Need to delete last 2 records in a flat file

rodre · Post by **rodre** » Tue Nov 30, 2010 5:49 pm

I have fixed flat files, that have two bad records at the end of the files.
The last record it has, I think is a carriage return, but not sure, looks like:
The other record has "99999999007563" plus 300 blank spaces. The last digits of this number is the record count.
All other records are only 200 characters long.

Loading this file in server was no problem but we are migrating to parallel and UNIX and it aborts because of this two records.

I did a search but none of the suggestions seem to work well. I was able to use the sed '/999999990/d' <file name> to eliminate one of the records but I am concerned that might find a record in the file with 999999990 and delete that record as well. Also I did not know how to eliminate the , it would not compile.

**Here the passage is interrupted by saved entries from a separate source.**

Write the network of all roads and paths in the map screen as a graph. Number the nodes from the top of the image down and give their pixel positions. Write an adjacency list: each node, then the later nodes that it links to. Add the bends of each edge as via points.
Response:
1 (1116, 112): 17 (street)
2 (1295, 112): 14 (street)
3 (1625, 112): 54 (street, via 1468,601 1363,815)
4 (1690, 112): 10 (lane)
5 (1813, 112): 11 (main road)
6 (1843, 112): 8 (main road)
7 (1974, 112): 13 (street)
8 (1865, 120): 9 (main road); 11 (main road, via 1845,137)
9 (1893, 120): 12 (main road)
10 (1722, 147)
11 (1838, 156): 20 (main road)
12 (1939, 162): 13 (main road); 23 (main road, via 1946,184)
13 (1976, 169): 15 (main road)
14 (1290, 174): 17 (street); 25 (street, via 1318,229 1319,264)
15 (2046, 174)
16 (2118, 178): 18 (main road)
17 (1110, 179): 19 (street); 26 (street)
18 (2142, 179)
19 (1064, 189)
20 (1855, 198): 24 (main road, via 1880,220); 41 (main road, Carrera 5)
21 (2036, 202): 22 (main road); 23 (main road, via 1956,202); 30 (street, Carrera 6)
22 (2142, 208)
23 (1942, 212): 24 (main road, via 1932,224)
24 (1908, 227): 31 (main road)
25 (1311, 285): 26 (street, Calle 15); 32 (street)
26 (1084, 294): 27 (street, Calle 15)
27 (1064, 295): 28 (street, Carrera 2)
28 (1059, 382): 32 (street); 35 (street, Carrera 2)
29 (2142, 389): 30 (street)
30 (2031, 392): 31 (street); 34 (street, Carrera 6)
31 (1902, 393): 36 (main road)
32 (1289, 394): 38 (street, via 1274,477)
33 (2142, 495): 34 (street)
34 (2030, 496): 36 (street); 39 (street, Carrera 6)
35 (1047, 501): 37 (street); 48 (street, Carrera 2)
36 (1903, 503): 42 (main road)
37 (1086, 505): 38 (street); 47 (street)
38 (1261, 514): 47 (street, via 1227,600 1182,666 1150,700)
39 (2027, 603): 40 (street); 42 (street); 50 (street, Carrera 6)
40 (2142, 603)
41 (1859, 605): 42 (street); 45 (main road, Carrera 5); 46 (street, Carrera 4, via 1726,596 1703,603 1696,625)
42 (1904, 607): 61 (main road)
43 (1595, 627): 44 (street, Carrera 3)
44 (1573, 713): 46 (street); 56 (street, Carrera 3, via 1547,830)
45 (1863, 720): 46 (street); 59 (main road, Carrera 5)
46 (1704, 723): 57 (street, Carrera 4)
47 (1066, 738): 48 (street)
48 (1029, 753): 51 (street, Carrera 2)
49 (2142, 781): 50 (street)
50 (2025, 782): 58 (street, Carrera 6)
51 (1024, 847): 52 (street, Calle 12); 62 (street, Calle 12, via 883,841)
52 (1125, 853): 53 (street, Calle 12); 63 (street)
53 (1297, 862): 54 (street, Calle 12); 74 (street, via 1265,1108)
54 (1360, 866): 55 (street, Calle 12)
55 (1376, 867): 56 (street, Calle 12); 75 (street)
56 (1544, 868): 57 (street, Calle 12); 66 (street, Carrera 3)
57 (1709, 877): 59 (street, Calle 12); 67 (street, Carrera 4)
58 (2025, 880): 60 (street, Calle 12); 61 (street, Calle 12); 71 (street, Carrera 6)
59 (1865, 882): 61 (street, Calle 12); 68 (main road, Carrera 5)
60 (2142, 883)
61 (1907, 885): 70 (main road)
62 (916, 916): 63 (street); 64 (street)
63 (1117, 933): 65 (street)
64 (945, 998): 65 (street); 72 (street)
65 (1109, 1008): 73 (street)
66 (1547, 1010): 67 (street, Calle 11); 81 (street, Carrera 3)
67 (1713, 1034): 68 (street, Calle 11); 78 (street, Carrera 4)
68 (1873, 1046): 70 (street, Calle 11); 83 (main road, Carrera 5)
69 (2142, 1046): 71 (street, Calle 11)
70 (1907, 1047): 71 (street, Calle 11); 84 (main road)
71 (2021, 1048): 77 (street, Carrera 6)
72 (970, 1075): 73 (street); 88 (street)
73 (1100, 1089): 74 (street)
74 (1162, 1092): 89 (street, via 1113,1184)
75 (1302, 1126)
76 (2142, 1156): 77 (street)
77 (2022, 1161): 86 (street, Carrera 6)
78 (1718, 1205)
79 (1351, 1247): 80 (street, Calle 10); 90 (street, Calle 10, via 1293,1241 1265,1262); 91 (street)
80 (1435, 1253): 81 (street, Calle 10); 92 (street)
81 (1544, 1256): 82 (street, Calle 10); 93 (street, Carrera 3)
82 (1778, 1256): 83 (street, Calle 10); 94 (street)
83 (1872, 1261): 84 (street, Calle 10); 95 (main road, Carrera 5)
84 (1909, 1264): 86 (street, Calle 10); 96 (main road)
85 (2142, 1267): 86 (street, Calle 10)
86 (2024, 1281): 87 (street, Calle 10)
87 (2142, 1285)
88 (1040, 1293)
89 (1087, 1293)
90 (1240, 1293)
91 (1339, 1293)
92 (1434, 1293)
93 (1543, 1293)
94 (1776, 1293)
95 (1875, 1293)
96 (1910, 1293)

Your help is much appreciate it!

mail2hfz · Post by **mail2hfz** » Tue Nov 30, 2010 6:10 pm

If you want to get rid of the last 2 records then delete those line in before job subroutine or in a invocation shell (sed 'N;$!P;$!D;$d' <<inp file>> > newfile). If you are planning to handle those records then provide the exact criteria with samples

swapnilverma · Post by **swapnilverma** » Tue Nov 30, 2010 11:17 pm

with unix you can do this ...

reclen=200

cat filename |while read line do

{

count=`wc -c $line`

if (( $count == $reclen)) ; than

echo $line >> good_data_file.txt

else

echo $line >> bad_data_file.txt

}

done

this will eliminate all the bad rows ... regard less their position in file...

alternatively if only last two records have to be removed

count= `wc -l filename`

count=`expr count -2`

head -$count filename >> good_data_filename

Sreenivasulu · Post by **Sreenivasulu** » Wed Dec 01, 2010 1:51 am

As mentioned earlier in the posts,sed is a single line 'simple' command which does the 'quick job'

Regards
Sreeni

chowdhury99 · Post by **chowdhury99** » Wed Dec 01, 2010 9:21 am

You may use awk command 'length ==200' to separate all records with length 200.

Thanks

rodre · Post by **rodre** » Thu Dec 09, 2010 11:25 am

Thank you for all the suggestions. I am new working with UNIX and I run the code bellow but is failing. Can anyone let me knonw what am I doing wrong?

Code: Select all

reclen=199 
cat /apps01/Int/Work/SAS/Files/seqSourceFile.txt |while read line do 
{ 
count=`wc -c $line` 
if (($count == $reclen)) ; then 
echo $line >> /apps01/Int/Work/SAS/Files/seqSourceFile1.txt 
else 
echo $line >> /apps01/Inte/Work/SAS/Files/seqSourceFile2.txt 
} 
done

is giving me this error:

/apps01/Int/Work/SAS/Scripts/SASdeleteBadRows.sh: line 17: syntax error near unexpected token `}'
/apps01/Int/Work/SAS/Scripts/SASVABdeleteBadRows.sh: line 17: `}'
dsadm@axxxxxxxxx-0[/apps01/dsadm](!)$

I appreciate your help!

SwathiCh · Post by **SwathiCh** » Fri Dec 10, 2010 1:04 pm

Remove braces {} from the code and run it.

We no need to give c-style of begining and ending for loops in UNIX.Do is begining of the loop and done meand end of the loop.